Give back all of the records, exactly and completely.

[Dataset records]

- Opening Delimiter -

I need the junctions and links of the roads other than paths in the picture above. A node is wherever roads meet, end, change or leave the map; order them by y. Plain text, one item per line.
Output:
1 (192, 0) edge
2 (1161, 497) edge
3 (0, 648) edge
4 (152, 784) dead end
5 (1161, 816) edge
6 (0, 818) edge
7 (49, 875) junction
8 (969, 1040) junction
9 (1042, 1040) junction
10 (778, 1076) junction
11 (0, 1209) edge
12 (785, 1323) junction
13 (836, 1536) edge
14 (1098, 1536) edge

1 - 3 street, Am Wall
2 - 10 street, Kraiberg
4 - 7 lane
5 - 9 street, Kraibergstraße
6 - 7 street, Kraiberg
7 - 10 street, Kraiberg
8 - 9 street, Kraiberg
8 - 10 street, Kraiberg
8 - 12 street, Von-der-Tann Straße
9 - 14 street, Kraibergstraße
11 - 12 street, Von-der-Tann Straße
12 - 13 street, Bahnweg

- Closing Delimiter -

■ **Result for this exercise**
I need the junctions and links of the roads other than paths in the picture above. A node is wherever roads meet, end, change or leave the map; order them by y. Plain text, one item per line.
Output:
1 (192, 0) edge
2 (1161, 497) edge
3 (0, 648) edge
4 (152, 784) dead end
5 (1161, 816) edge
6 (0, 818) edge
7 (49, 875) junction
8 (969, 1040) junction
9 (1042, 1040) junction
10 (778, 1076) junction
11 (0, 1209) edge
12 (785, 1323) junction
13 (836, 1536) edge
14 (1098, 1536) edge

1 - 3 street, Am Wall
2 - 10 street, Kraiberg
4 - 7 lane
5 - 9 street, Kraibergstraße
6 - 7 street, Kraiberg
7 - 10 street, Kraiberg
8 - 9 street, Kraiberg
8 - 10 street, Kraiberg
8 - 12 street, Von-der-Tann Straße
9 - 14 street, Kraibergstraße
11 - 12 street, Von-der-Tann Straße
12 - 13 street, Bahnweg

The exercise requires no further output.